Yesterday the news about a recent discovery of a new Paleolithic rock-art site were disseminated in the media. The cave of Armintxe, with its beutifully and masterly carved panel full of animal figures, was presented to the public. The archaeologist and speleologist are still working on it, but the first results are quite relevant.

I was told about this discovery the same day it happened. Two of the speleologist working, with Diego Garate and miself, on the archeological work at Atxurra, were involved in this finding. In fact, Iñaki Intxaurbe, who was the one who identified the first figures at Atxurra, saw the first engravings. More of them were quickly identified by the team formed by ADES speleologists and AGIRI archaeologists, and inmediatly the discovery was communicated to the local authorities and the cave was closed. During the last months some work has been done by the proffesor of Cantabrian University, Cesar Gonzalez, and Juan C. Lopez-Quintana from AGIRI, helped by ADES and supported by Bizkaia regional government.

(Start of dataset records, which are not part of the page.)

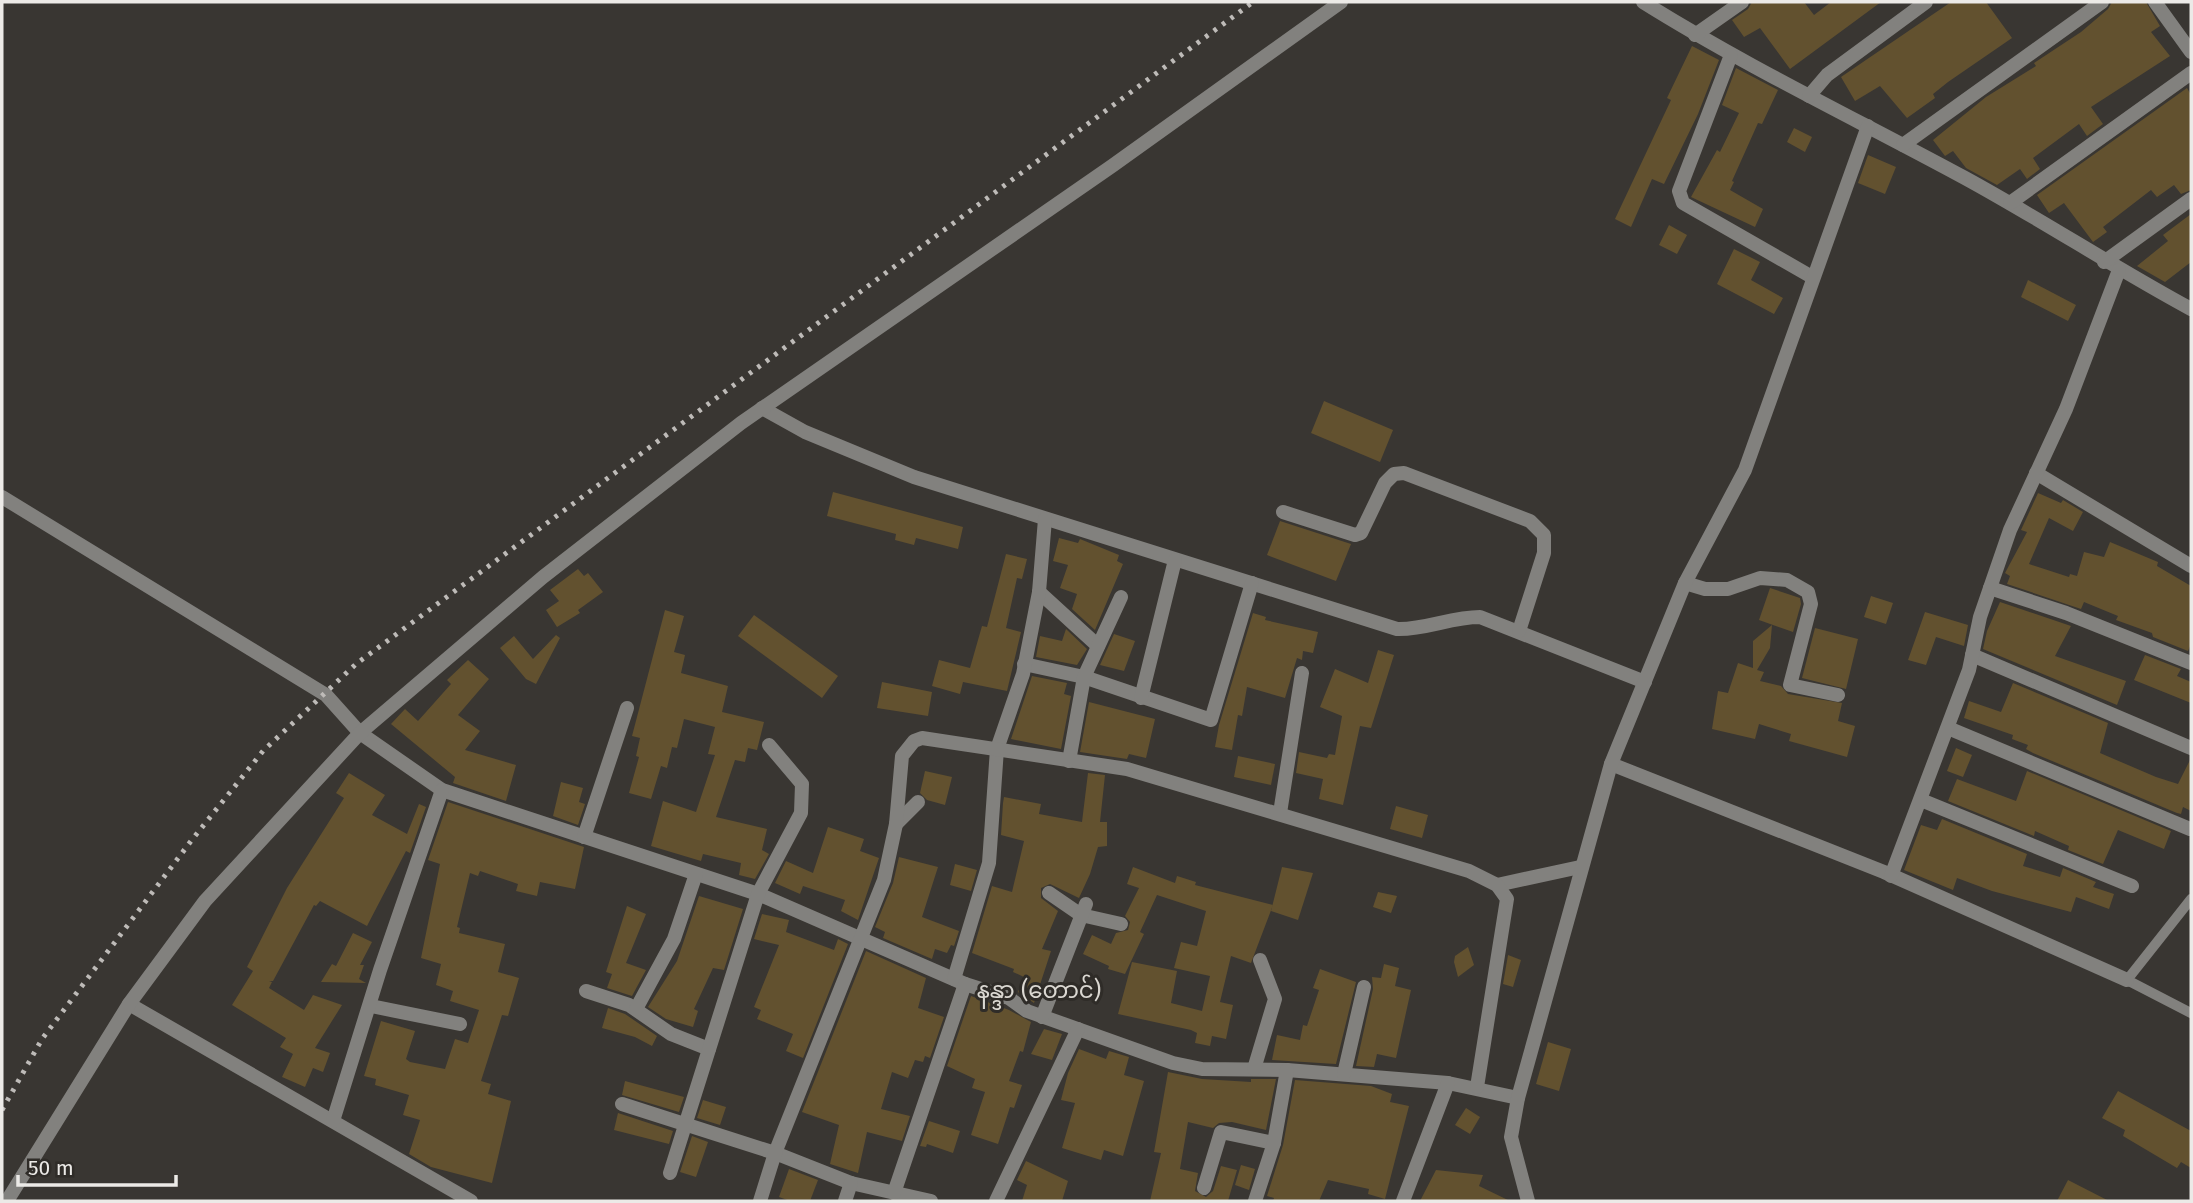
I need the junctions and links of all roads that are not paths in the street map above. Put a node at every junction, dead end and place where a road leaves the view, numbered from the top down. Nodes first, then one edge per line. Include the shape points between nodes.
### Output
1 (1341, 2) edge
2 (1643, 2) edge
3 (1742, 2) edge
4 (1926, 2) edge
5 (2102, 2) edge
6 (2155, 2) edge
7 (1695, 35) junction
8 (2191, 52) edge
9 (1731, 55) junction
10 (2191, 73) edge
11 (1809, 96) junction
12 (1868, 126) junction
13 (1903, 145) junction
14 (2191, 199) edge
15 (2010, 203) junction
16 (2104, 262) junction
17 (2119, 270) junction
18 (1812, 277) junction
19 (2191, 309) edge
20 (762, 408) junction
21 (2036, 473) junction
22 (2, 497) edge
23 (1283, 512) dead end
24 (1045, 519) junction
25 (1175, 560) junction
26 (2191, 566) edge
27 (1252, 583) junction
28 (1685, 583) junction
29 (1990, 588) junction
30 (1039, 592) junction
31 (1121, 597) dead end
32 (1519, 631) junction
33 (1098, 646) junction
34 (1972, 655) junction
35 (1024, 663) junction
36 (2191, 663) edge
37 (1302, 673) dead end
38 (1084, 677) junction
39 (1646, 682) junction
40 (1838, 695) dead end
41 (1141, 698) junction
42 (627, 708) dead end
43 (1948, 728) junction
44 (360, 733) junction
45 (769, 745) dead end
46 (2191, 748) edge
47 (997, 749) junction
48 (1069, 761) junction
49 (1611, 764) junction
50 (442, 790) junction
51 (1921, 800) junction
52 (918, 802) dead end
53 (1280, 813) junction
54 (895, 824) junction
55 (2190, 829) edge
56 (584, 836) junction
57 (1580, 867) junction
58 (696, 874) junction
59 (1891, 876) junction
60 (1497, 885) junction
61 (2132, 886) dead end
62 (1049, 893) dead end
63 (758, 894) junction
64 (2191, 899) edge
65 (1083, 910) junction
66 (1121, 924) dead end
67 (861, 939) junction
68 (1260, 960) dead end
69 (2127, 980) junction
70 (960, 982) junction
71 (1364, 987) dead end
72 (586, 990) dead end
73 (129, 1004) junction
74 (370, 1006) junction
75 (636, 1009) junction
76 (2191, 1013) edge
77 (1042, 1017) junction
78 (460, 1024) dead end
79 (1078, 1029) junction
80 (709, 1049) junction
81 (1254, 1069) junction
82 (1287, 1070) junction
83 (1344, 1074) junction
84 (1448, 1083) junction
85 (1476, 1087) junction
86 (1518, 1098) junction
87 (622, 1104) dead end
88 (333, 1121) junction
89 (685, 1124) junction
90 (1274, 1143) junction
91 (775, 1153) junction
92 (670, 1173) dead end
93 (852, 1183) junction
94 (1204, 1188) dead end
95 (894, 1193) junction
96 (7, 1201) edge
97 (471, 1201) edge
98 (760, 1201) edge
99 (845, 1201) edge
100 (931, 1201) edge
101 (996, 1201) edge
102 (1255, 1201) edge
103 (1403, 1201) edge
104 (1528, 1201) edge

1 - 20 street
2 - 7 street
3 - 7 street
4 - 11 street via 1828,75
5 - 13 street
6 - 8 street
7 - 9 street
9 - 11 street
9 - 18 street via 1679,191 1683,202
10 - 15 street
11 - 12 street
12 - 13 street
12 - 18 street
13 - 15 street
14 - 16 street
15 - 16 street
16 - 17 street
17 - 19 street
17 - 21 street via 2066,410
18 - 28 street via 1745,470
20 - 24 street via 805,432 914,477
20 - 44 street via 543,577
21 - 26 street
21 - 29 street
22 - 44 street via 326,695
23 - 32 street via 1355,536 1361,533 1385,483 1394,474 1404,473 1530,521 1544,535 1544,553
24 - 25 street
24 - 30 street
25 - 27 street
25 - 41 street
27 - 32 street via 1396,629 1480,617
27 - 41 street via 1211,720
28 - 39 street
28 - 40 street via 1728,589 1760,578 1787,580 1808,592 1811,604 1790,685
29 - 34 street
29 - 36 street
30 - 33 street
30 - 35 street
31 - 33 street
32 - 39 street
33 - 38 street
34 - 43 street
34 - 46 street
35 - 38 street
35 - 47 street
37 - 53 street
38 - 41 street
38 - 48 street
39 - 49 street
42 - 56 street
43 - 51 street
43 - 55 street
44 - 50 street
44 - 73 street via 205,901
45 - 63 street via 802,784 801,813
47 - 48 street
47 - 54 street via 922,738 914,741 902,756
47 - 70 street via 989,863
48 - 53 street via 1128,769
49 - 57 street
49 - 59 street
50 - 56 street
50 - 74 street
51 - 59 street
51 - 61 street
52 - 54 street
53 - 60 street via 1469,871
54 - 67 street via 884,880
56 - 58 street
57 - 60 street
57 - 86 street
58 - 63 street
58 - 75 street via 674,939
59 - 69 street
60 - 85 street via 1507,900
62 - 65 street
63 - 67 street
63 - 80 street
64 - 69 lane
65 - 66 street
65 - 77 street
67 - 70 street
67 - 91 street
68 - 81 street via 1275,999
69 - 76 lane
70 - 77 street via 1009,998
70 - 95 street
71 - 83 street
72 - 75 street
73 - 88 street
73 - 96 street
74 - 78 street
74 - 88 street
75 - 80 street via 671,1034
77 - 79 street
79 - 81 street via 1172,1063 1202,1069
79 - 101 street
80 - 89 street
81 - 82 street
82 - 83 street
82 - 90 street
83 - 84 street
84 - 85 street
84 - 103 street
85 - 86 street
86 - 104 street via 1511,1137
87 - 89 street
88 - 97 street
89 - 91 street
89 - 92 street
90 - 94 street via 1221,1132
90 - 102 street
91 - 93 street
91 - 98 street
93 - 95 street
93 - 99 street
95 - 100 street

The first results have shown a big panel crowded with figures, displayed in a complex composition. Some of the figures are quit big, but many of them are relatively small, suggesting some sort of perspective. Some of the figures are represented in natural position, while others have been vertically designed. All of them have been engraved with the same technique, scratching the soft limestone with the fingers of with a dull point, resulting in very detailed and easy to see figures. The animals are represented with high detail, typical from Magdalenian art style, with hair, mouths, eyes, etc. carefully traced. Represented animals are horses, bisons, ibex and some carnivores. One of this carnivores has been undoubtly interpreted as a lion, which is an animal rarely present in Magdalenian art, albeit there are such representations in the Iberian Peninsula (Castillo and Casares for example) or in the Pyrenees (Istuitz, Erberua, Trois Freres, Tuc d´Audoubert and others). Besides, several sings, including clear claviforms, have been found there. The conventions used for representing animals and the presence of claviforms suggest that the figures could be related to the Late Magdalenian art. Armintxe has a close simmilarity with Tuc d´Audoubert  french cave, having this one a bigger and more complex art repertory.

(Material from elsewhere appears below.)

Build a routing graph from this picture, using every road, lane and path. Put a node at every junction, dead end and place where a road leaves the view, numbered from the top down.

The cave of Armintxe is situated in the coastal town of Lekeitio, in the Basque Country. In fact it is part of the same karstic complex then the cave of Lumentxa, where four years ago Diego Garate and myself found two bisons and a horse head painted in red, also of Magdalenian style. In Lumentxa it was an important Magdalenian site, excavated by J. M. Barandiaran, and very close the site of Santa Catalina, also with rich Magdalenian levels, was excavated by E. Berganza and J. L. Arribas. Close to Lekeitio it is situated the cave of Atxurra, wich has a rich Magdalenian sequence and the most important rock-art assemblage of the peninsular Basque Country. And above Atxurra, it is located the cave of Goikolau, with probable late paleolithic engravings. Considering this, in less than four years, a region with no (almost) evidence of Paleolithic rock-art, is now one of the most relevant places for the study of the Magdalenian complex in all the Cantabrian Region.

The new findings of rock art sites in the Basque Country, that happened in the last decade, are the result of intense explorations made by archeologists and and speleologist, most of them initially done without any funding from public institutions. Grace to this work 6 new caves have been identified in Bizkaia, 6 in Gipuzkoa, and one in Navarre, ranging from Gravettian to Magdalenian. These new findings have substantially changed our views about Paleolithic occupations in the Basque region, and are opening new venues for research.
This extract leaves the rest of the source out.